Por: Germán Rojas
@Germanrojasm8
Durante años nos enseñaron que la democracia era el máximo símbolo de participación ciudadana: el derecho de los pueblos a decidir su destino, ejercer soberanía y construir colectivamente el rumbo de sus naciones. Sin embargo, con el paso del tiempo, esa idea comenzó a resquebrajarse frente a una realidad mucho más compleja y menos romántica.
Latinoamérica ha sido uno de los escenarios donde más claramente se han evidenciado esas fracturas. Las dictaduras que marcaron el continente durante las décadas pasadas no surgieron únicamente de conflictos internos; detrás de muchos de esos episodios existieron intereses extranjeros, estrategias geopolíticas y alianzas silenciosas entre élites políticas y potencias internacionales. Todo aquello que cuestionara el modelo dominante era etiquetado inmediatamente como una amenaza ideológica. El miedo se convirtió en herramienta política y la democracia empezó a deformarse bajo la lógica de la confrontación.
Con los años, la crisis democrática adquirió nuevas formas. Los grandes medios de comunicación dejaron de ser únicamente canales de información para convertirse también en escenarios de disputa política. El debate público comenzó a transformarse en espectáculo: más escándalo que reflexión, más polarización que construcción colectiva. Las campañas electorales se volvieron guerras mediáticas donde la verdad, muchas veces, importa menos que la capacidad de instalar narrativas.
Al mismo tiempo, los dineros oscuros comenzaron a infiltrarse cada vez más en la política.

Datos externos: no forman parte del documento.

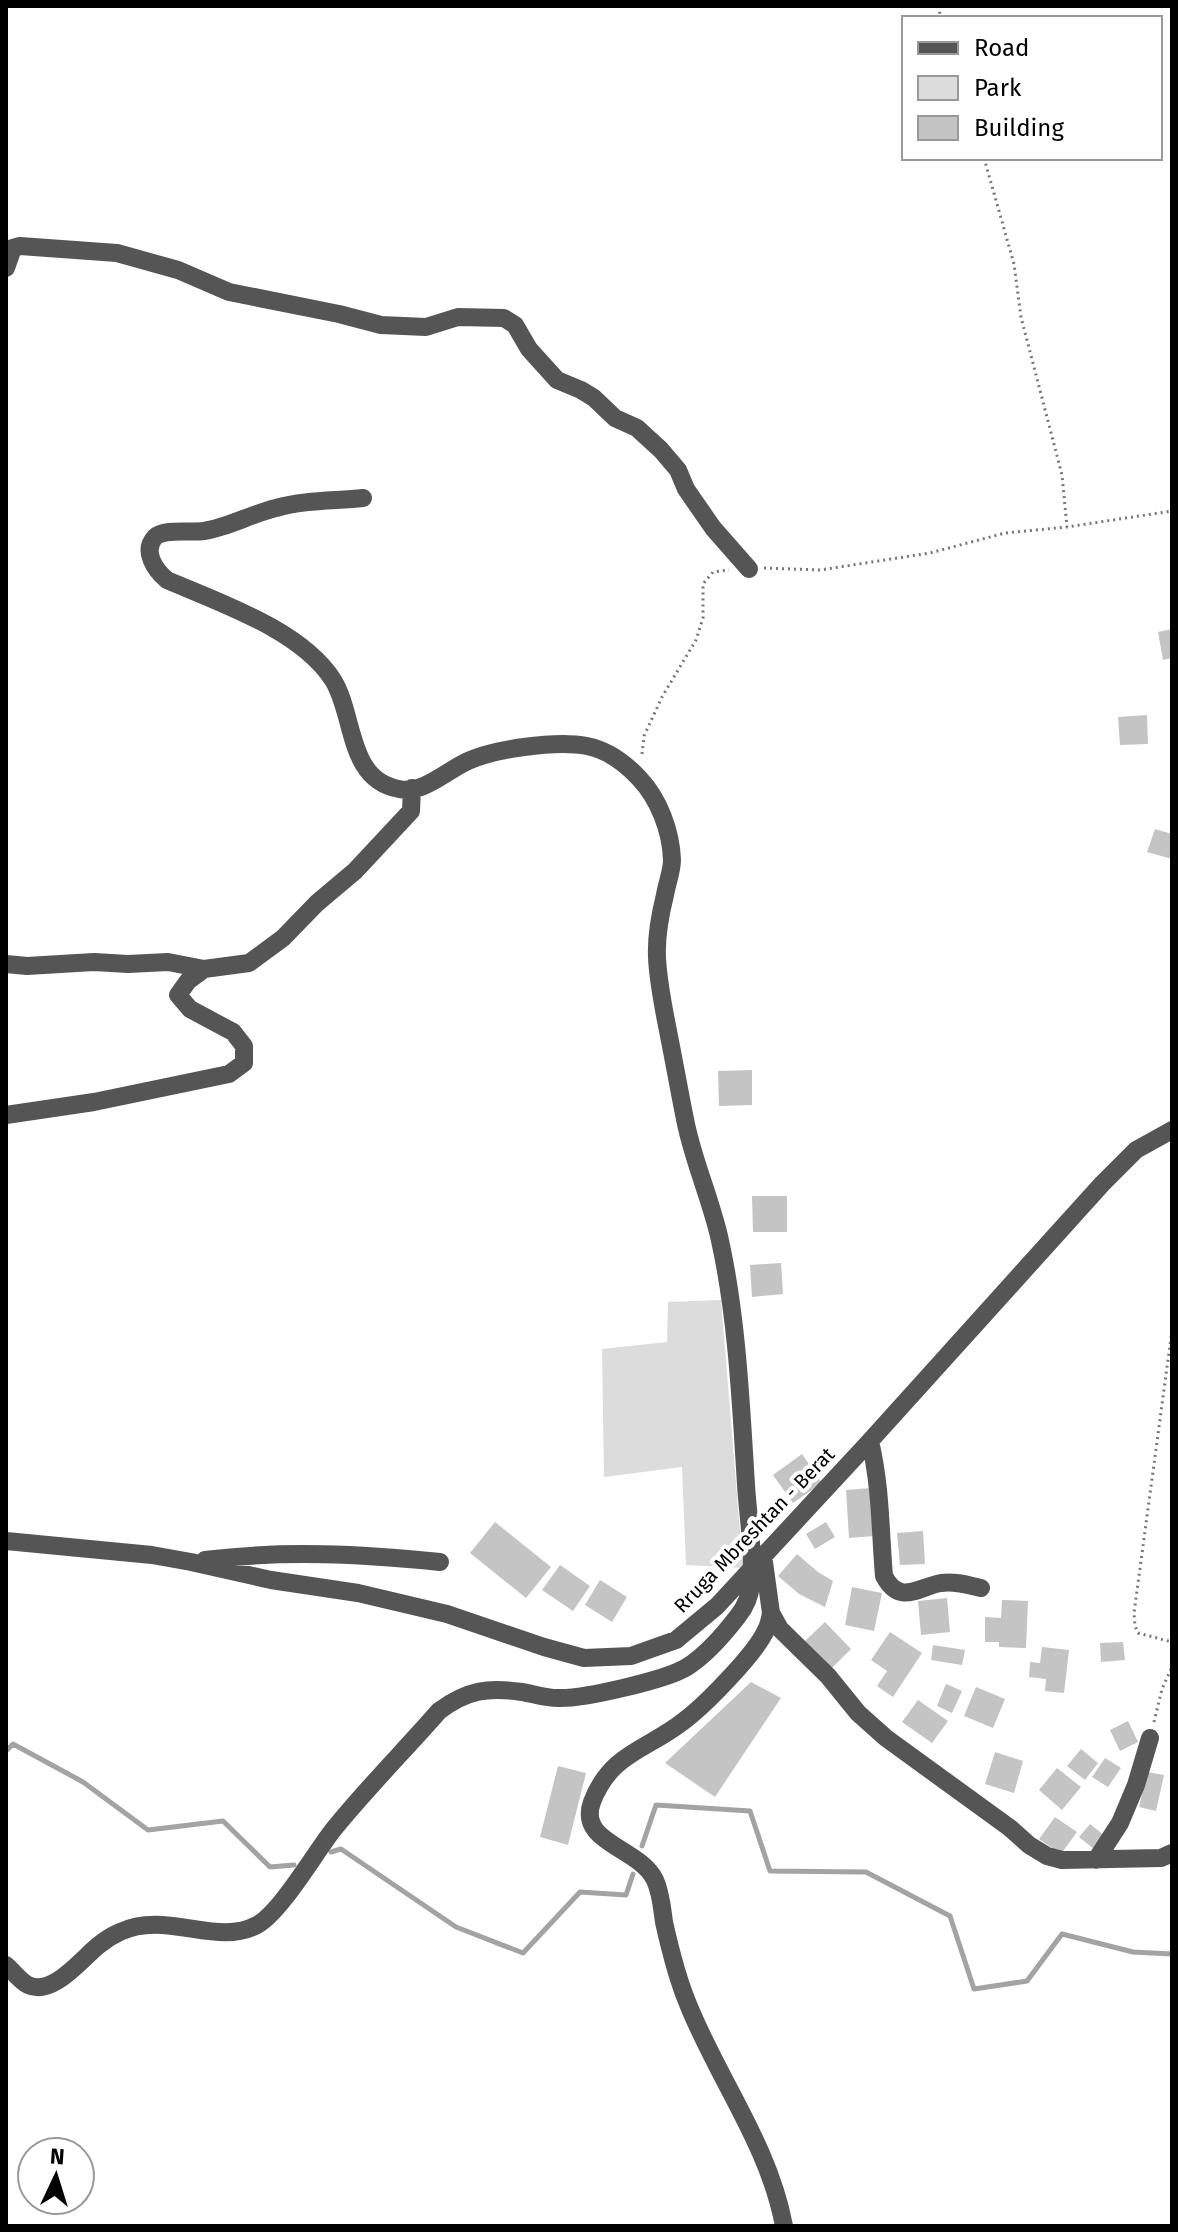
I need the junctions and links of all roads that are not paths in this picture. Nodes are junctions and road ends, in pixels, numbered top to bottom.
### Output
1 (6, 268) edge
2 (363, 498) dead end
3 (749, 569) road end
4 (412, 788) junction
5 (6, 964) edge
6 (204, 969) junction
7 (6, 1115) edge
8 (1172, 1130) edge
9 (870, 1441) junction
10 (6, 1541) edge
11 (757, 1561) junction
12 (191, 1562) junction
13 (440, 1562) dead end
14 (981, 1588) dead end
15 (771, 1613) junction
16 (1150, 1738) road end
17 (1172, 1853) edge
18 (1096, 1860) junction
19 (6, 1965) edge
20 (784, 2226) edge

1 - 3 street
2 - 4 street
4 - 6 street
4 - 11 street
5 - 6 street
6 - 7 street
8 - 9 street, Rruga Mbreshtan - Berat
9 - 11 street, Rruga Mbreshtan - Berat
9 - 14 street
10 - 12 street, Rruga Mbreshtan - Berat
11 - 12 street, Rruga Mbreshtan - Berat
11 - 15 street
11 - 19 street
12 - 13 street
15 - 18 street
15 - 20 street
16 - 18 street
17 - 18 street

Las acusaciones de corrupción dejaron de ser excepciones para convertirse en parte habitual del paisaje institucional. Los gobiernos viven bajo ataques permanentes de sectores opositores que, en ocasiones, parecen más interesados en destruir al adversario que en defender principios democráticos. Así surgen los llamados “golpes blandos”: mecanismos de desgaste político y mediático que debilitan la legitimidad de los gobiernos y erosionan la confianza ciudadana en las instituciones.

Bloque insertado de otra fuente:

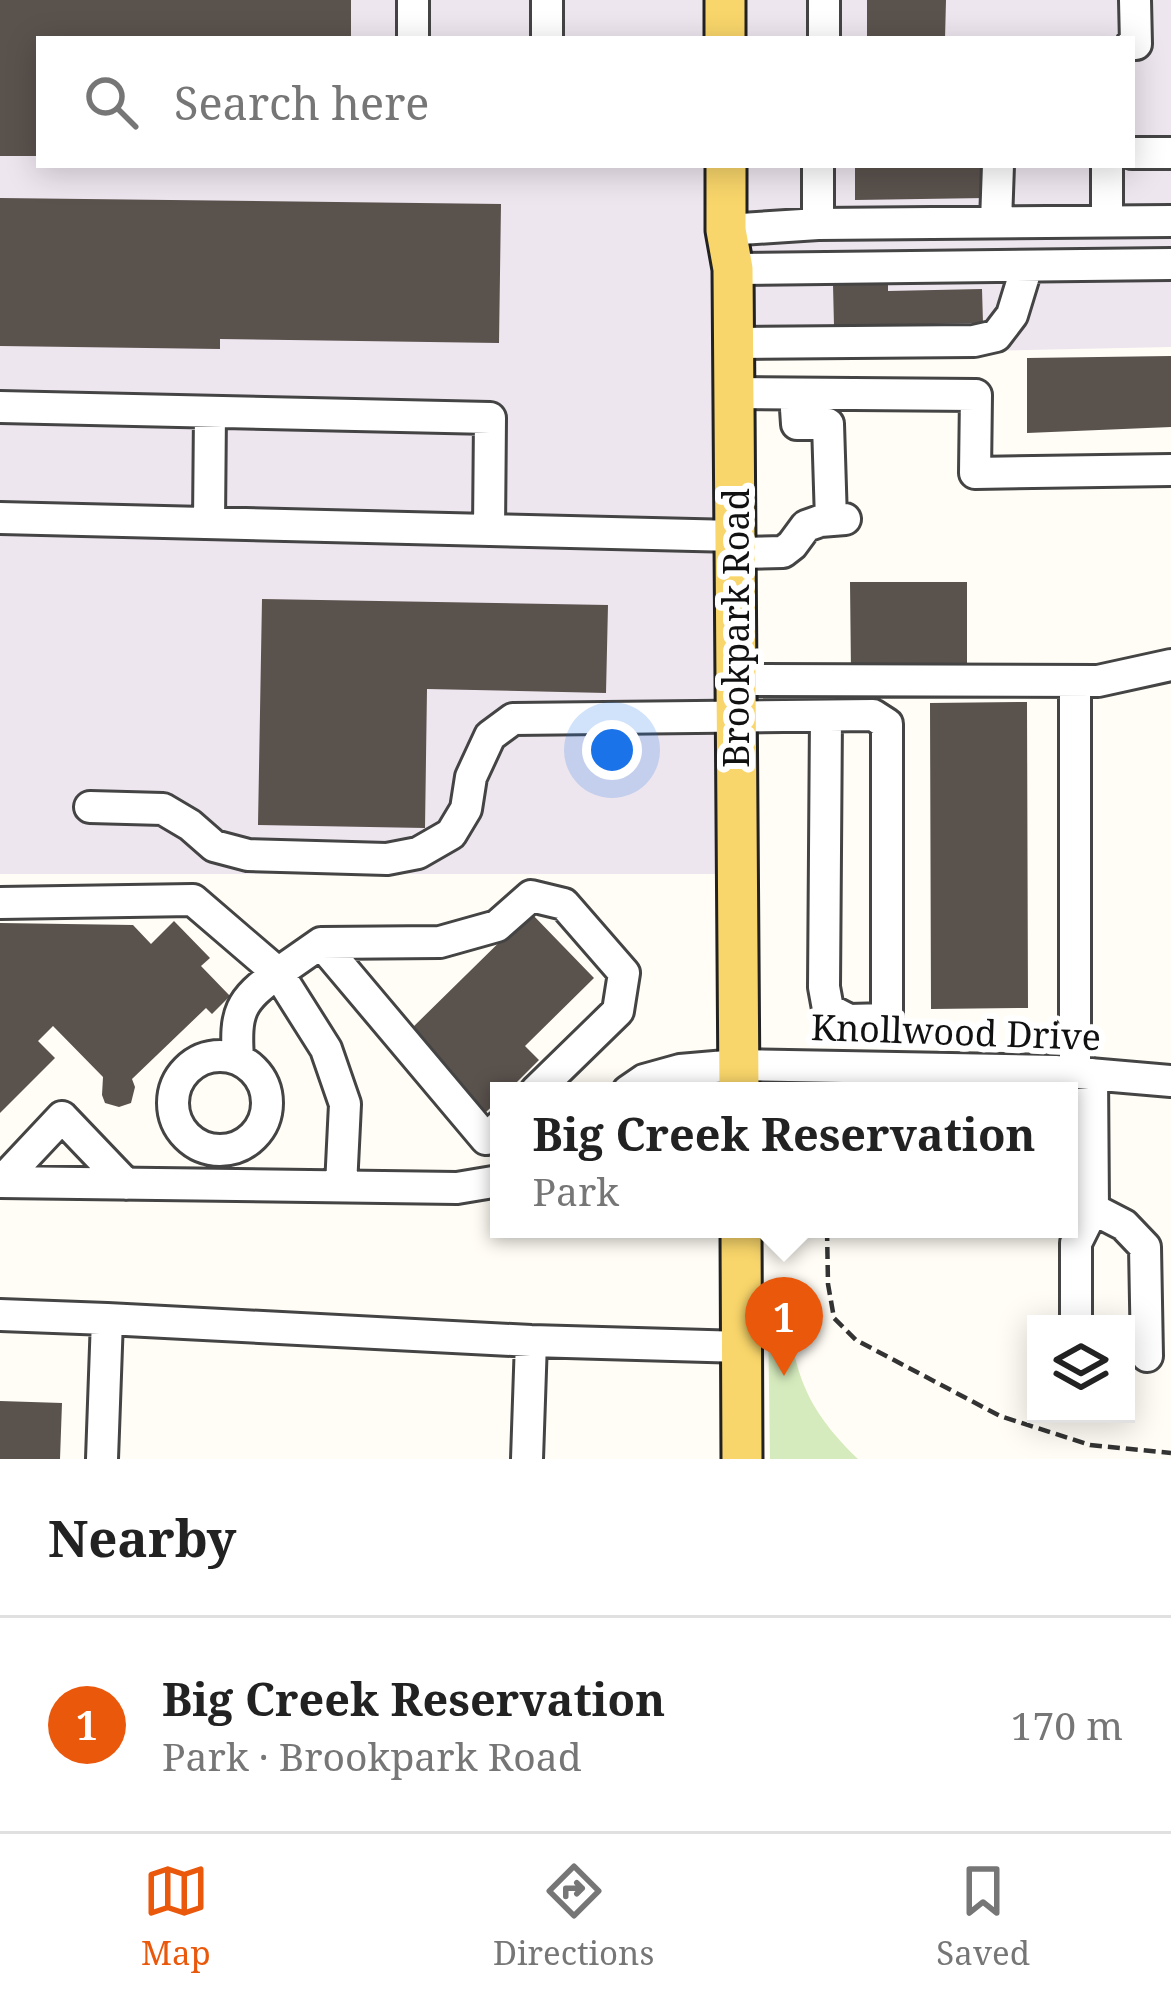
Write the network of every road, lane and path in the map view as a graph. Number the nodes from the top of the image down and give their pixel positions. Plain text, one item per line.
1 (413, 0) edge
2 (547, 0) edge
3 (725, 0) edge
4 (824, 0) edge
5 (1135, 0) edge
6 (413, 36) edge
7 (547, 36) edge
8 (725, 36) edge
9 (824, 36) edge
10 (1135, 44) edge
11 (1135, 153) edge
12 (1171, 153) edge
13 (726, 168) edge
14 (818, 168) edge
15 (998, 168) edge
16 (1107, 168) edge
17 (1107, 221) junction
18 (1171, 221) edge
19 (996, 222) junction
20 (818, 224) junction
21 (726, 230) junction
22 (1171, 264) edge
23 (1027, 266) junction
24 (733, 269) junction
25 (734, 343) junction
26 (734, 393) junction
27 (795, 394) junction
28 (0, 407) edge
29 (211, 412) junction
30 (1171, 470) edge
31 (0, 518) edge
32 (209, 523) junction
33 (488, 530) junction
34 (735, 545) junction
35 (1171, 664) edge
36 (1076, 681) junction
37 (736, 699) junction
38 (826, 716) junction
39 (90, 807) dead end
40 (0, 903) edge
41 (321, 943) junction
42 (278, 973) junction
43 (887, 1019) junction
44 (238, 1059) junction
45 (886, 1068) junction
46 (1083, 1073) junction
47 (739, 1078) edge
48 (1171, 1081) edge
49 (545, 1082) edge
50 (641, 1082) edge
51 (256, 1134) junction
52 (490, 1136) edge
53 (1, 1182) edge
54 (490, 1182) edge
55 (126, 1184) junction
56 (291, 1185) junction
57 (341, 1186) junction
58 (1093, 1209) junction
59 (741, 1238) edge
60 (827, 1238) edge
61 (0, 1315) edge
62 (1076, 1315) edge
63 (107, 1319) junction
64 (531, 1341) junction
65 (743, 1347) junction
66 (1147, 1356) dead end
67 (1171, 1454) edge
68 (102, 1459) edge
69 (527, 1459) edge
70 (742, 1459) edge

1 - 6 street
2 - 7 street
3 - 8 main road
4 - 9 street
5 - 10 street
11 - 12 street
13 - 21 main road, Brookpark Road
14 - 20 street
15 - 19 street
16 - 17 street
17 - 18 street
17 - 19 street
19 - 20 street
20 - 21 street
21 - 24 main road, Brookpark Road
22 - 23 street
23 - 24 street
23 - 25 street
24 - 25 main road, Brookpark Road
25 - 26 main road, Brookpark Road
26 - 27 street
26 - 34 main road, Brookpark Road
27 - 30 street
27 - 34 street
28 - 29 street
29 - 32 street
29 - 33 street
31 - 32 street
32 - 33 street
33 - 34 street
34 - 37 main road, Brookpark Road
35 - 36 street
36 - 37 street
36 - 46 street
37 - 38 street
37 - 39 street
37 - 47 main road, Brookpark Road
38 - 43 street
38 - 43 street
40 - 42 street
41 - 42 street
41 - 49 street
41 - 52 street
42 - 44 street
42 - 57 street
43 - 45 street
44 - 51 street
44 - 51 street
45 - 46 street, Knollwood Drive
45 - 47 street, Knollwood Drive
46 - 48 street, Knollwood Drive
46 - 58 street
47 - 50 street, Knollwood Drive
51 - 56 street
53 - 55 street
53 - 55 street
54 - 57 street
55 - 56 street
56 - 57 street
58 - 62 street
58 - 66 street
59 - 65 main road
60 - 67 path
61 - 63 street
63 - 64 street
63 - 68 street
64 - 65 street
64 - 69 street
65 - 70 main road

Pero quizá el fenómeno más preocupante de nuestra época sea la creciente intervención de intereses transnacionales en la política interna de los países. Hoy las elecciones no solo se disputan dentro de las fronteras nacionales. Gobiernos extranjeros, grupos económicos, plataformas digitales y organizaciones internacionales ejercen influencia directa o indirecta sobre los procesos democráticos.
Las filtraciones de información, las campañas de desinformación, el lobby político y el financiamiento estratégico son herramientas cada vez más frecuentes en una disputa global por el poder. En ese escenario, muchos partidos terminan subordinando sus decisiones a intereses externos, sacrificando autonomía política a cambio de respaldo económico, diplomático o mediático.
La consecuencia es preocupante: la soberanía comienza a convertirse en un concepto simbólico más que en una realidad efectiva. Los ciudadanos votan, sí, pero muchas veces lo hacen en medio de narrativas manipuladas, presiones internacionales y estructuras de poder que trascienden las fronteras nacionales.
La gran pregunta de nuestro tiempo ya no es únicamente si vivimos en democracia. La pregunta es cuánto de esa democracia sigue perteneciendo realmente a los pueblos y cuánto ha terminado fragmentado por los intereses de los nuevos imperios globales.